> _What you will do_
Only the pictures are to be left out; return the rest of the data exactly as it stands.

- Opening Delimiter -

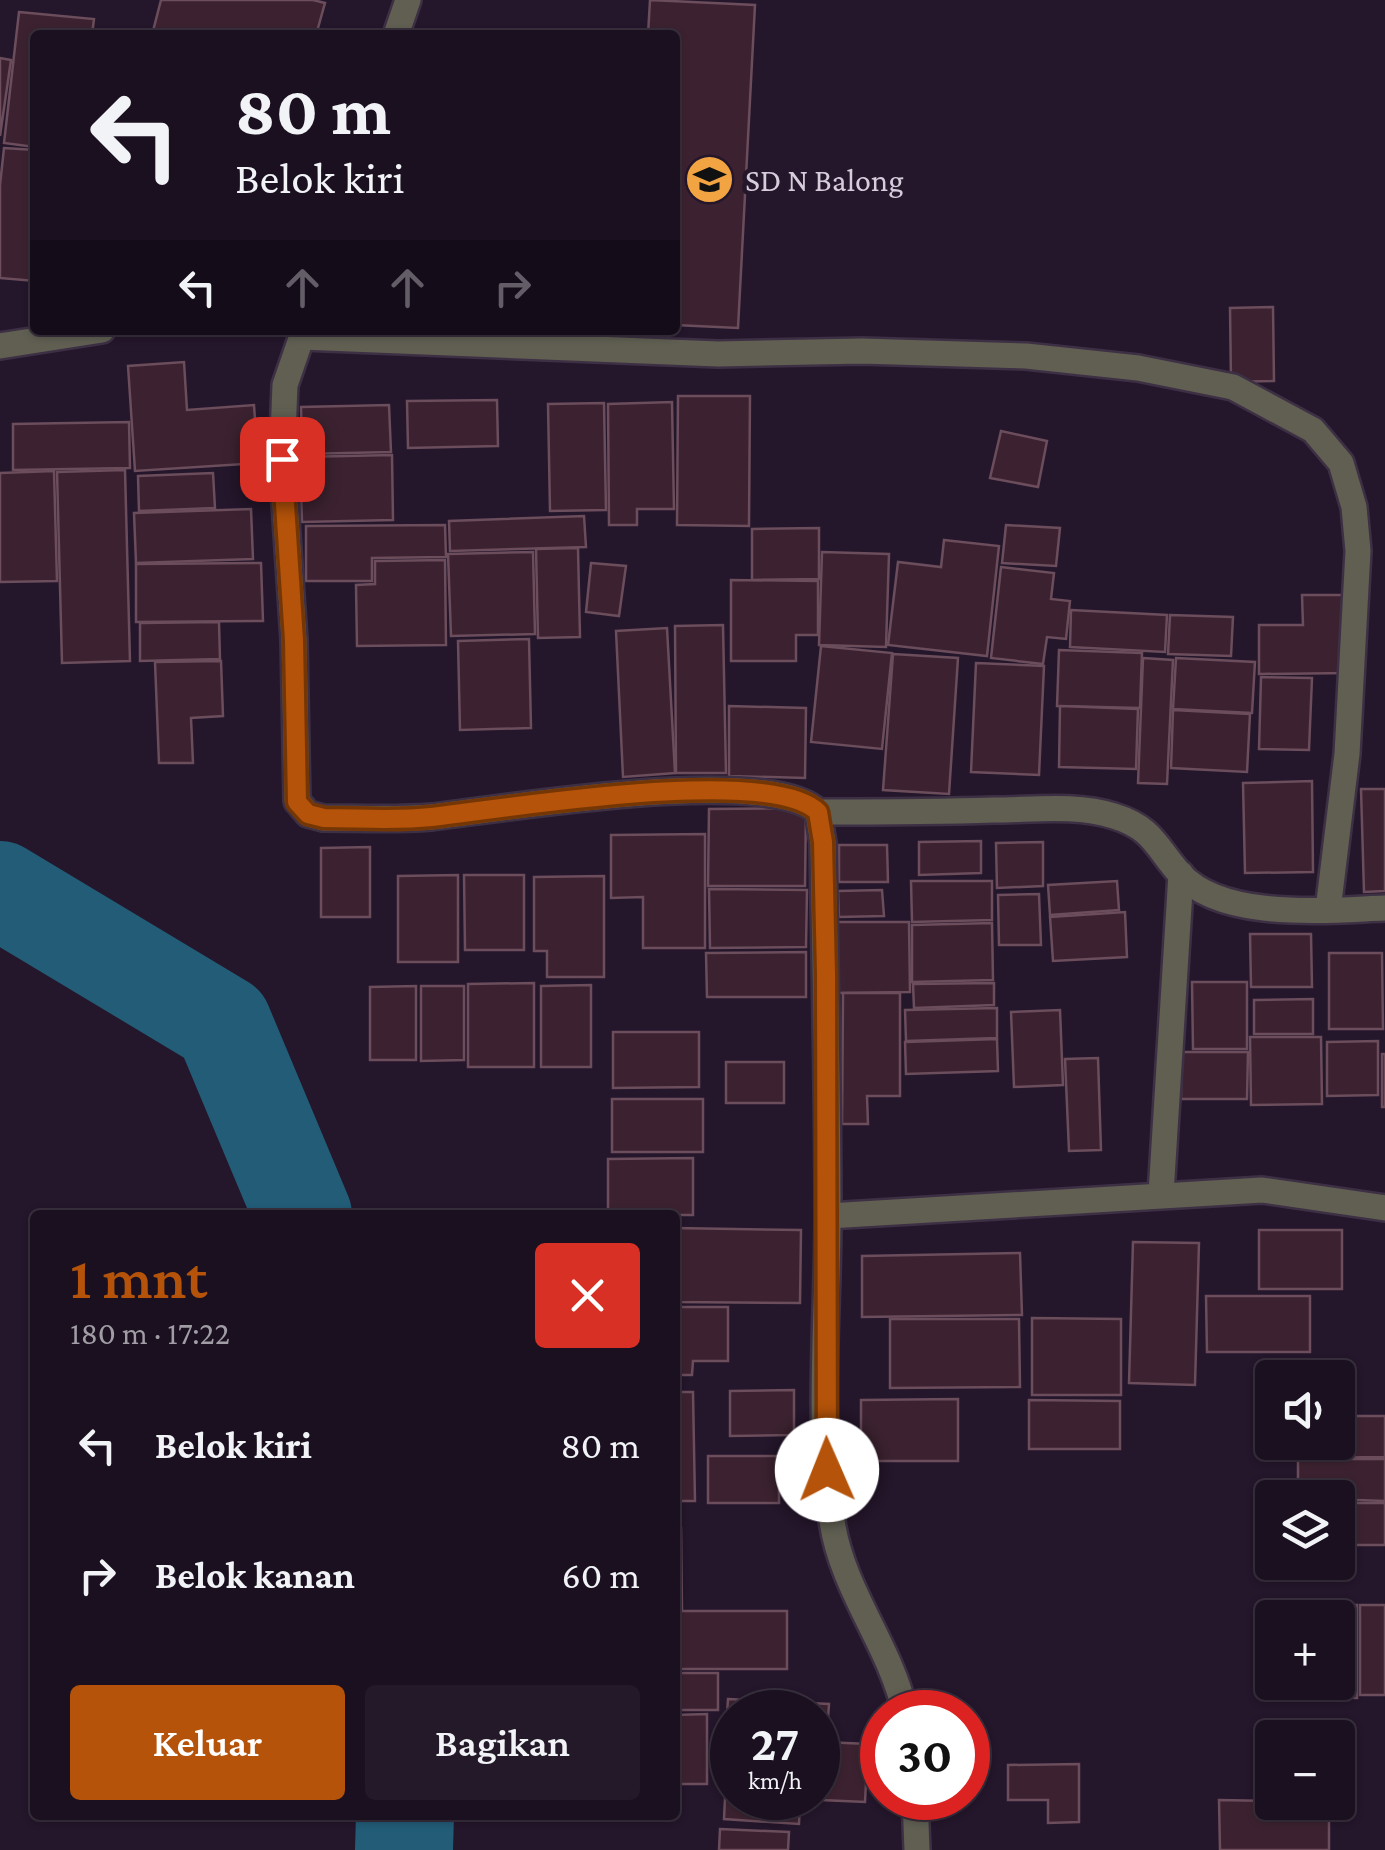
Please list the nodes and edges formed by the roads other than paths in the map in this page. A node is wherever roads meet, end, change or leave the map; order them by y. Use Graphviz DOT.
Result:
graph roads {
  1 [pos="408,0"];
  2 [pos="398,30"];
  3 [pos="70,335"];
  4 [pos="302,335"];
  5 [pos="343,335"];
  6 [pos="0,346"];
  7 [pos="818,812"];
  8 [pos="1181,874"];
  9 [pos="1385,908"];
  10 [pos="1328,910"];
  11 [pos="1162,1194"];
  12 [pos="1385,1208"];
  13 [pos="828,1216"];
  14 [pos="896,1690"];
  15 [pos="916,1820"];
  16 [pos="918,1850"];
  1 -- 2 [label="street"];
  3 -- 6 [label="street"];
  4 -- 7 [label="street"];
  5 -- 10 [label="street"];
  7 -- 8 [label="street"];
  7 -- 13 [label="street"];
  8 -- 10 [label="street"];
  8 -- 11 [label="street"];
  9 -- 10 [label="street"];
  11 -- 12 [label="street"];
  11 -- 13 [label="street"];
  13 -- 14 [label="street"];
  15 -- 16 [label="street"];
}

- Closing Delimiter -

> _Task solution_
Please list the nodes and edges formed by the roads other than paths in the map in this page. A node is wherever roads meet, end, change or leave the map; order them by y. Use Graphviz DOT.
Result:
graph roads {
  1 [pos="408,0"];
  2 [pos="398,30"];
  3 [pos="70,335"];
  4 [pos="302,335"];
  5 [pos="343,335"];
  6 [pos="0,346"];
  7 [pos="818,812"];
  8 [pos="1181,874"];
  9 [pos="1385,908"];
  10 [pos="1328,910"];
  11 [pos="1162,1194"];
  12 [pos="1385,1208"];
  13 [pos="828,1216"];
  14 [pos="896,1690"];
  15 [pos="916,1820"];
  16 [pos="918,1850"];
  1 -- 2 [label="street"];
  3 -- 6 [label="street"];
  4 -- 7 [label="street"];
  5 -- 10 [label="street"];
  7 -- 8 [label="street"];
  7 -- 13 [label="street"];
  8 -- 10 [label="street"];
  8 -- 11 [label="street"];
  9 -- 10 [label="street"];
  11 -- 12 [label="street"];
  11 -- 13 [label="street"];
  13 -- 14 [label="street"];
  15 -- 16 [label="street"];
}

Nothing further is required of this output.